■ **Exercise**
Everything in the listing beneath must be transcribed exactly.

■ **The records**

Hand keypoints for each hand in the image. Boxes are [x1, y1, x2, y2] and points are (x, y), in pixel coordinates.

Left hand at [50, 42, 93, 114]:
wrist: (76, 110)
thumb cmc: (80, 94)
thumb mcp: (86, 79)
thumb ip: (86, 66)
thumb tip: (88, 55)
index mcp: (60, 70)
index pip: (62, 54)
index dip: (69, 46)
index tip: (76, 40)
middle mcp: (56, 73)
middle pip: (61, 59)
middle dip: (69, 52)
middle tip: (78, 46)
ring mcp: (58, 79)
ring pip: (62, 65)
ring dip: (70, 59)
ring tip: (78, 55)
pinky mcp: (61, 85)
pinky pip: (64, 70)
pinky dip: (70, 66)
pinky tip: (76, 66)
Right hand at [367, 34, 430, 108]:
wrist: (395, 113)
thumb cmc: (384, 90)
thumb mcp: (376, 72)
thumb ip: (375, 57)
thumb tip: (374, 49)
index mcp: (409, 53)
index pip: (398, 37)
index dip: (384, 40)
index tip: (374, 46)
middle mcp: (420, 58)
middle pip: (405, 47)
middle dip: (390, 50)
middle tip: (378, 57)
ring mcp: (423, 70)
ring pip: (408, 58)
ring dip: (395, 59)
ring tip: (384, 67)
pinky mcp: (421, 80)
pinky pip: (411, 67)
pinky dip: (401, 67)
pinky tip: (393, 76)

■ **Answer for this exercise**
Hand keypoints for each hand in the image. Boxes are [x1, y1, x2, y2] and points are (x, y), in pixel coordinates.

Left hand at [50, 42, 93, 114]:
wrist: (76, 110)
thumb cmc: (80, 94)
thumb mcp: (86, 79)
thumb ip: (86, 66)
thumb tip: (88, 55)
index mcp: (60, 70)
index pip: (62, 54)
index dip: (69, 46)
index tip: (76, 40)
middle mcp: (56, 73)
middle pip: (61, 59)
middle dip: (69, 52)
middle tip: (78, 46)
ring mcp: (58, 79)
ring pip: (62, 65)
ring dip: (70, 59)
ring tip: (78, 55)
pinky mcp: (61, 85)
pinky pip: (64, 70)
pinky dip: (70, 66)
pinky tip: (76, 66)
Right hand at [367, 34, 430, 108]:
wrist: (395, 113)
thumb cmc: (384, 90)
thumb mcp: (376, 72)
thumb ip: (375, 57)
thumb tip: (374, 49)
index mcp: (409, 53)
index pip: (398, 37)
index dip: (384, 40)
index tip: (374, 46)
middle mcp: (420, 58)
middle pip: (405, 47)
middle dip: (390, 50)
middle tip: (378, 57)
ring mcp: (423, 70)
ring pip: (408, 58)
ring dip: (395, 59)
ring tip: (384, 67)
pinky mcp: (421, 80)
pinky pip: (411, 67)
pinky dip: (401, 67)
pinky tip: (393, 76)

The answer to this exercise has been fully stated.